Снова перекрестившись она склонила голову, поцеловала ей руку и поставила зажжённую свечку, купленную в лавке. Я в немом изумлении смотрела на маму, на её странные необъяснимые действия, на женщину с иконы, и неожиданно для себя обнаружила удивительное сходство между ними, и как только я это обнаружила, внутри меня появилось смутное необъяснимое предчувствие нашего неслучайного сюда попадания. В храме почти не было людей. - Служба закончилась – сказала мама и я тотчас представила оставшуюся в Китае папину работу. В это самое время в зал вышел человек в длинной чёрной одежде с седой бородой, с большим крестом на груди, и мама с ним заговорила.
- Батюшка, мы проездом, я хочу попросить Вас провести «Крещение» моей девочки, возможно мы не вовремя, но я прошу, благословите -
Мужчина строго на неё посмотрел, согласно кивнул, повернулся ко мне и хотел взять за руку, но я так испугалась, вцепилась намертво в маму и закричала не своим голосом, что никуда не пойду и нам срочно нужно возвращаться домой.   - Ну зачем меня крестить, мне и так хорошо, что это такое, – плакала я навзрыд, не успокаиваясь. Впечатление от храма меня потрясло, иконы, полумрак и этот чужой человек с бородой. Мама тоже расстроилась, как могла сглаживая непредсказуемую реакцию своей дочки и извиняясь перед священником. Через силу никто крестить не стал, мужчина в чёрном посоветовал предварительно меня подготовить, не маленькая уже, а крещение провести позже, в любое удобное время.

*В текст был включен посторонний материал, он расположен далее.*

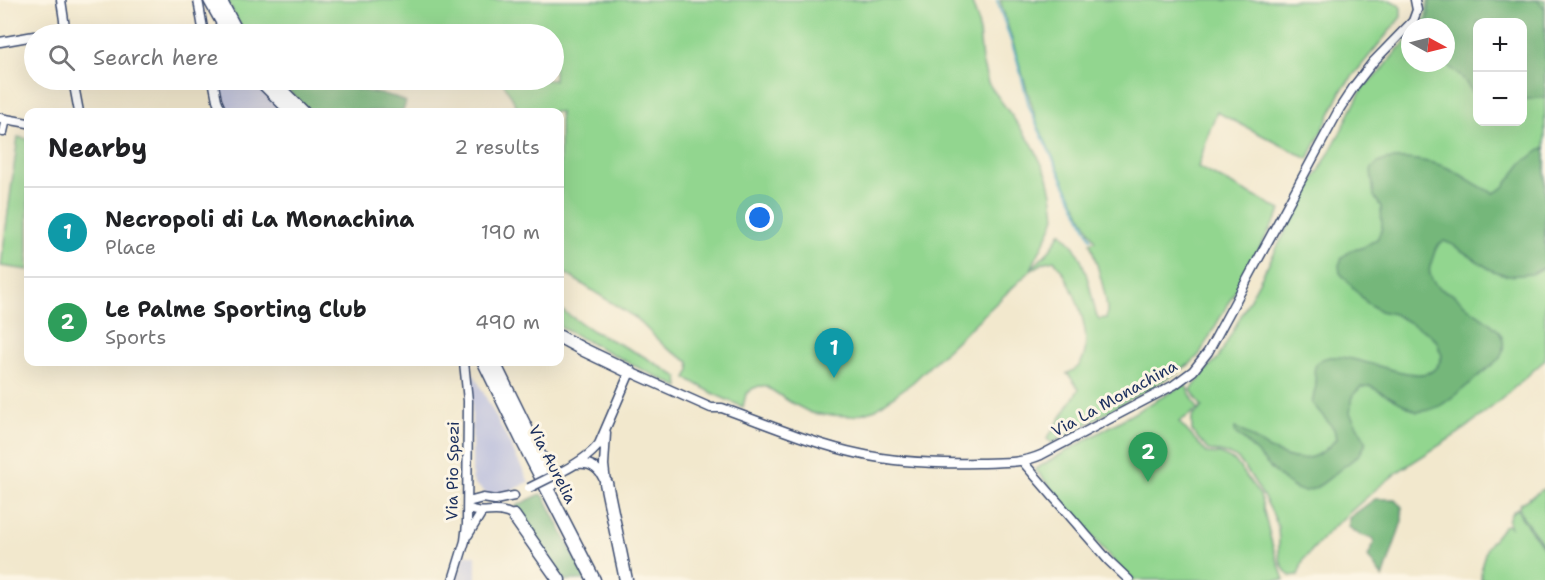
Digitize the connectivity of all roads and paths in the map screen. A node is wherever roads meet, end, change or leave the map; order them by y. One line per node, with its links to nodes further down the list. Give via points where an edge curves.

- Не плачь, успокойся, никто тебе здесь не навредит, вырастишь и сама придёшь - сказал он, словно заранее знал, что так и случится. Моё первое посещение церкви, о которой раньше я никогда не слышала и о которой в семье советского военнослужащего, пусть и бывшего, никогда не говорили, было провалено по всем позициям, если не сказать больше. Вечером, в своей комнате, родители из-за этого поссорились, точнее ссорился папа, назвав маму, «смотри-ка верующая нашлась, с каких это пор». Он был очень недоволен, во-первых, с ним не посоветовались в таком важном деле, а, во-вторых, ребёнок перепугался и «мог вообще заикой остаться», маму при этом разговоре, ни я, ни бабушка Лида, ни Света, сидя за столом на кухне, не слышали. Когда родители вышли из комнаты, папа был весь красный, а мама бледная.
- Что делает! – ворчал повторяя папа, а бабушка Лида вдруг сказала:
- Лёня, ты напрасно кипятишься, от Бога в душе ещё никто не умер, а если и умер, то всё легче, чем неверующий, – и она тоже перекрестилась, как моя мама, и посмотрела куда-то в угол, где висела маленькая икона и на которую я вытаращила глаза, потому что раньше её просто не замечала, картинка и картинка. Я уткнулась глазами в стол, чувствуя себя глубоко несчастной, как тогда на берегу Ангары, и горько заплакала, и мама заплакала, разнервничавшись, и бабушка Лида, не знаю почему, и даже Света, а папа, с досады махнул рукой, мол бесполезно с этими женщинами искать взаимопонимание, одел куртку и, хлопнув в сердцах входной дверью, вышел на улицу.
               Гостили мы у бабушки не долго, недели две-три. Как-то случайно забрели на вокзал и купили билеты на поезд в Москву. Папа объяснил отъезд своей маме так:
- Поедем, посмотрим, вернуться всегда успеем. Не теряй нас … – и, прикрыв глаза, поцеловал её в голову, тихо при этом вздохнув, словно прощался.
Бабушка Лида приняла решение сына спокойно, как будто, так и должно было случиться, она не помогала маме собираться, но пирожков в дорогу напекла.